I’ve been writing professionally since September 2015. That was when I flew to Denver to attend an Ultimate Travel Writer’s Workshop to become a successful travel writer. That event launched me into full-time travel writing.

Bylines

TPM~ What and where was your first byline?

KJ~ My first byline, New Zealand: Finding Gisborne, was on GoNOMAD. I was elated to get this first published story. It opened the door for another story some two months later with the same publisher. Getting these stories published gave me the confidence that I really could be a travel writer.

TPM~ What and where was your last byline?

KJ~ My latest byline is, Living the Good Life, for De Soto Magazine, an online publication. I fell in love with Cape Charles while visiting on assignment for Edible Delmarva Magazine. I knew I’d want to write more stories based on that first visit.

TPM~ Where have you been published Print? Web?

[Kusatsu Yubatake 640px lr BY JACOBSON.jpg]

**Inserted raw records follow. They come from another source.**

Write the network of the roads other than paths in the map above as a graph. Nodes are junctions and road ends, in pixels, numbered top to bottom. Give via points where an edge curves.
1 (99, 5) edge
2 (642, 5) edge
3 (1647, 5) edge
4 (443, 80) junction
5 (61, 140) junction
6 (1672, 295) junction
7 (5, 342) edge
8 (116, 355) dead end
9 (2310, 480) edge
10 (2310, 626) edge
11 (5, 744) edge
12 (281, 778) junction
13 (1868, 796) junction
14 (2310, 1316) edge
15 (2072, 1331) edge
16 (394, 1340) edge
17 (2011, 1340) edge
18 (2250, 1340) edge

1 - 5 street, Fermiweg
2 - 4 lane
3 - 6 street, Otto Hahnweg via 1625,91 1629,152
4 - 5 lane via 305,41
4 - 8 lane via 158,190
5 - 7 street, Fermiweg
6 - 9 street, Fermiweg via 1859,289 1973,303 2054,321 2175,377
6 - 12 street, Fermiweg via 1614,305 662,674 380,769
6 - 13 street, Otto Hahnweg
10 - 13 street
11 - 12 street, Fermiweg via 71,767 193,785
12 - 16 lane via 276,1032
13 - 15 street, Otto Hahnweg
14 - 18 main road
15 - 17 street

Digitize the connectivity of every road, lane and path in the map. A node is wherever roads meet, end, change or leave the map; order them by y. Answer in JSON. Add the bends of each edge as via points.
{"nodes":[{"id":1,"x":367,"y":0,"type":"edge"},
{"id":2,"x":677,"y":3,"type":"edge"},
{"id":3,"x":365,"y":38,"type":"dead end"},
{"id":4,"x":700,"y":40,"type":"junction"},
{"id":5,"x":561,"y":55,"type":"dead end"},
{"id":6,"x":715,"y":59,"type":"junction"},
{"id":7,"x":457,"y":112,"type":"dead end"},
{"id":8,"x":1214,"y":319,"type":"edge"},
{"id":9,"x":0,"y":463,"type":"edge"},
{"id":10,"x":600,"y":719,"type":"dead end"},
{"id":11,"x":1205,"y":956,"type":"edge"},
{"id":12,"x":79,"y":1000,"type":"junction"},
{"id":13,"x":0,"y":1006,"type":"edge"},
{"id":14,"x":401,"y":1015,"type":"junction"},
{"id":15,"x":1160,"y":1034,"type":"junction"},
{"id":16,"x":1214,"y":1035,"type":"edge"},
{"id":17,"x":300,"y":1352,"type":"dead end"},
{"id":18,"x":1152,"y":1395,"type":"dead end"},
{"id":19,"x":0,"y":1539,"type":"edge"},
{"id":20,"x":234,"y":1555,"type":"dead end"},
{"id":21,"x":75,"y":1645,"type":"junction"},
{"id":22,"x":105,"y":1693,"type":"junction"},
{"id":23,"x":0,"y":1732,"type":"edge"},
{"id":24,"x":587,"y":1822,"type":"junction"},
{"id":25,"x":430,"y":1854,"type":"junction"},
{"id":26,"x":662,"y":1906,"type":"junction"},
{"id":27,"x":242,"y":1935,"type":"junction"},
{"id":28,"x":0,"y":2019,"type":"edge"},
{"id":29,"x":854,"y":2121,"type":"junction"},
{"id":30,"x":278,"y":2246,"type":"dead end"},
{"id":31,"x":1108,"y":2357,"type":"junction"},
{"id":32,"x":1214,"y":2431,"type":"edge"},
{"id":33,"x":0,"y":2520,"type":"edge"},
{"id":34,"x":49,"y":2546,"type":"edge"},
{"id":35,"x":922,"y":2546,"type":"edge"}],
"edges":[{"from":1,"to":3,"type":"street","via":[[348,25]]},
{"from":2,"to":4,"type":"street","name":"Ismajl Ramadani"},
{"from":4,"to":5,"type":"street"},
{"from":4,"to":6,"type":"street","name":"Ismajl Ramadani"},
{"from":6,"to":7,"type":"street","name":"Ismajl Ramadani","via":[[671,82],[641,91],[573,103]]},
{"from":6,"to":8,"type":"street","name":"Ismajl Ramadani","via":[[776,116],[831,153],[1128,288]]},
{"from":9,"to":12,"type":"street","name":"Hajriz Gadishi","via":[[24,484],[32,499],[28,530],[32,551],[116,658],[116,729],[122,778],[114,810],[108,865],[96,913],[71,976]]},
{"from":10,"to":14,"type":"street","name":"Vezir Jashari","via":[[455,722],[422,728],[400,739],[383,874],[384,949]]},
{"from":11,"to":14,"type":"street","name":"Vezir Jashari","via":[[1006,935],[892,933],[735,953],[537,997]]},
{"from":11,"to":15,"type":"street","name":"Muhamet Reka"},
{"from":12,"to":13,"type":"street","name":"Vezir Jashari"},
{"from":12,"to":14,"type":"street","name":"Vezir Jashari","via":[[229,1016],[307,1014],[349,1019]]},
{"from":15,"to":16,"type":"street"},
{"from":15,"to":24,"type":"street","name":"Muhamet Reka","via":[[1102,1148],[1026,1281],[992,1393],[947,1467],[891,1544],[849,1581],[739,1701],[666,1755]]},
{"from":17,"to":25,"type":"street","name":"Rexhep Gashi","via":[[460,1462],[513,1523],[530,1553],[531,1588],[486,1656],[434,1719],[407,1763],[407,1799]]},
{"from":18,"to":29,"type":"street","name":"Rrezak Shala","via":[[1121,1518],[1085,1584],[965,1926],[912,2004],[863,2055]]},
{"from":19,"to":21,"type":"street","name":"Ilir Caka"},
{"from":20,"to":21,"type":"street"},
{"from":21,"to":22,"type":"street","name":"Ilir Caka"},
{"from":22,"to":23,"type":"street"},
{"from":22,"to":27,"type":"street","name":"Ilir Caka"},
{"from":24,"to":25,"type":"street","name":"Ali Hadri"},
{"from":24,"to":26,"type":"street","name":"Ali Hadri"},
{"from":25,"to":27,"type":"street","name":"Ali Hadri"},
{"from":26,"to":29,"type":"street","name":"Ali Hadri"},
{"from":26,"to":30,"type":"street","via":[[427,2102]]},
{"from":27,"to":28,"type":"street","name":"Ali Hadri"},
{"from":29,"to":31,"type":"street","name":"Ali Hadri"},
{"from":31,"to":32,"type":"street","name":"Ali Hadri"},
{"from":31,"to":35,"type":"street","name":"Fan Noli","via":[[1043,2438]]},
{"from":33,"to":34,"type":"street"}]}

KJ~ My stories have appeared in eight print magazines. Those publications are as varied as Alaska Magazine, Mother Earth News Magazine, Fish Alaska Magazine, and Metropolis Magazine– a Japanese English language publication.

My online stories have been published in over 40 sites. Some of my favorite are Trip 101, Captain Jetson, JustLuxe, and Mother Earth News Blog.

Travel dreams

TPM~ What destinations are on your ‘must-see’ list, and why?

KJ~ Next on my must-see list is Portugal. I’m interested in the history of the country, especially Lisbon. I’m also curious to explore the food and wine culture, which I’ve had a taste of in Newark, New Jersey, during a couple of trips there.

Photography

TPM~ Do you take photos or videos of your travels? If so, do you include them with stories?

Bakery on Mason 640px lr BY JACOBSON-min

KJ~ Photos are a huge part of my work. Most of the 400+ stories I’ve published feature my photos. With digital photography, most anyone can be a competent photographer and take photos suitable for most publications. I’ve not done much with videos yet.

Networking

TPM~ What writer groups, associations, or networks do you belong to?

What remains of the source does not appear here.